**Instructions to follow**
Of the lines in the data below, count the ones holding the string "dead", and answer with that number only.

--- Dataset content Enclosed Below ---

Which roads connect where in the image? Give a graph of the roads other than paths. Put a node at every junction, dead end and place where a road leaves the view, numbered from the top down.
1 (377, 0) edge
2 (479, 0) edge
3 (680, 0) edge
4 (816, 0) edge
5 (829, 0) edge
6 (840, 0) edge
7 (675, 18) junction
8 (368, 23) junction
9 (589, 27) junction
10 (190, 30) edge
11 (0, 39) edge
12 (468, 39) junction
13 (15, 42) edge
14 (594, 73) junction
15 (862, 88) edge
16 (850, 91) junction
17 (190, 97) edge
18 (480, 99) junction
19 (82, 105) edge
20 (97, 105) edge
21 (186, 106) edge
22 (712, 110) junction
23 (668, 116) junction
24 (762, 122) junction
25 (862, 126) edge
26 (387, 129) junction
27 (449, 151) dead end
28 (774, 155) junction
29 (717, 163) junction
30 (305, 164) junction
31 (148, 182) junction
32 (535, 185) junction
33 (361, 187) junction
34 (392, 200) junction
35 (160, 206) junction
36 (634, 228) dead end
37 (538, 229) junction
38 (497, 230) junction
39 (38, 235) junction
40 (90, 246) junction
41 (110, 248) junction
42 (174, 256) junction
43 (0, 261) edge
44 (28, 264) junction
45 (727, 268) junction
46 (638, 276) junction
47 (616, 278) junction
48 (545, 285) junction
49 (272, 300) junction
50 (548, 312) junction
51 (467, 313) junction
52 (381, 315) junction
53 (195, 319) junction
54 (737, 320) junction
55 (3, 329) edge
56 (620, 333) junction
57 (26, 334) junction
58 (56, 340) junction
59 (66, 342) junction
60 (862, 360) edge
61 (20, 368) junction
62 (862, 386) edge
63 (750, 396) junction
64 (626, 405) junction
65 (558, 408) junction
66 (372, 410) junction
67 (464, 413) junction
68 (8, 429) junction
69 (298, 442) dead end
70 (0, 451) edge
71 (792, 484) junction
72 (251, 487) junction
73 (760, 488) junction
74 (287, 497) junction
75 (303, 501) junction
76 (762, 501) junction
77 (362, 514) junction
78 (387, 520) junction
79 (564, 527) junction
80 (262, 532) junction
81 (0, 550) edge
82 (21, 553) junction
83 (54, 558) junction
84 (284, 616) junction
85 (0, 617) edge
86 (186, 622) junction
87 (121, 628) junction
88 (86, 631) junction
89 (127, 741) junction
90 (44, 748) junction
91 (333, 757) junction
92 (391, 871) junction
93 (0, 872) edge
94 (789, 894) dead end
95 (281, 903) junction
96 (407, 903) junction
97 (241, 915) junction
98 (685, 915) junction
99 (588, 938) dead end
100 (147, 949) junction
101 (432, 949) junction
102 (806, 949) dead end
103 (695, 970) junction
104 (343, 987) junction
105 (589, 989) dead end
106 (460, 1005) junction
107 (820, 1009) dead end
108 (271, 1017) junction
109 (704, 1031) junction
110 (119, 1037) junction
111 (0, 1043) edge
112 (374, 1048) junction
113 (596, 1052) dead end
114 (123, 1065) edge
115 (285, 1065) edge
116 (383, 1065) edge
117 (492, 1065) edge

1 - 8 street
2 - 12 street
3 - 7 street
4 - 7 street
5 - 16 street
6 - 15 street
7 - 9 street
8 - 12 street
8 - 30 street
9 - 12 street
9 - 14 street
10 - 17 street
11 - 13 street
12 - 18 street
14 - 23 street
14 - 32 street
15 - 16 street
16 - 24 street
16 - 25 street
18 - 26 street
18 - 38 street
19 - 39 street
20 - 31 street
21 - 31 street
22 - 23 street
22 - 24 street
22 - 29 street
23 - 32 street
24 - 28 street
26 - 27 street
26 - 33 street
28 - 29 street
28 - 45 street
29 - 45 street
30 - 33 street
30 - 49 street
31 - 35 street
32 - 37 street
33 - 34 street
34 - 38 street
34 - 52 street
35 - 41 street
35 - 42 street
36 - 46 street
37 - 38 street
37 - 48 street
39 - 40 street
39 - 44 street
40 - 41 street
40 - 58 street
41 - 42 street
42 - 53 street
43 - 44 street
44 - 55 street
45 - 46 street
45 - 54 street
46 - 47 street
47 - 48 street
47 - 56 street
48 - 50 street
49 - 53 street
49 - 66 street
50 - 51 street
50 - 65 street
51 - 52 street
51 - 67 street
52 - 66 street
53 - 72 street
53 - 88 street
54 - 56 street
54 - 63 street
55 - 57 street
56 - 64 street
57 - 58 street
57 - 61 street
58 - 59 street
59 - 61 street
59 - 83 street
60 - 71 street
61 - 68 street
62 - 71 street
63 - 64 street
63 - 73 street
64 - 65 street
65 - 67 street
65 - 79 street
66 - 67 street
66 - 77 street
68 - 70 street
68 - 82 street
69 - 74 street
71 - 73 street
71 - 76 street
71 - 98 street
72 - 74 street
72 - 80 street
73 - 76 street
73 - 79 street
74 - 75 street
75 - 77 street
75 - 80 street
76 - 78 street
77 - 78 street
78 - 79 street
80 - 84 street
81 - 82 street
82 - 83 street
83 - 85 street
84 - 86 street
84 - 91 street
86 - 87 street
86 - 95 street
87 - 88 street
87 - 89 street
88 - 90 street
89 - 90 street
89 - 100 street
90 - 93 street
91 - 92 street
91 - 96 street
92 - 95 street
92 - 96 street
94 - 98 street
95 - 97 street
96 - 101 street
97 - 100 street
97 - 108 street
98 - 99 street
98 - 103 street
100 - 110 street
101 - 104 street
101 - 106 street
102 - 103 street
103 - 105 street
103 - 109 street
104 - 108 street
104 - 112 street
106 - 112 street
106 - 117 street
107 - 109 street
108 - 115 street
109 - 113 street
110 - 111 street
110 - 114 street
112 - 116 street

--- End of Enclosed Dataset content ---

**Solution to this problem**
10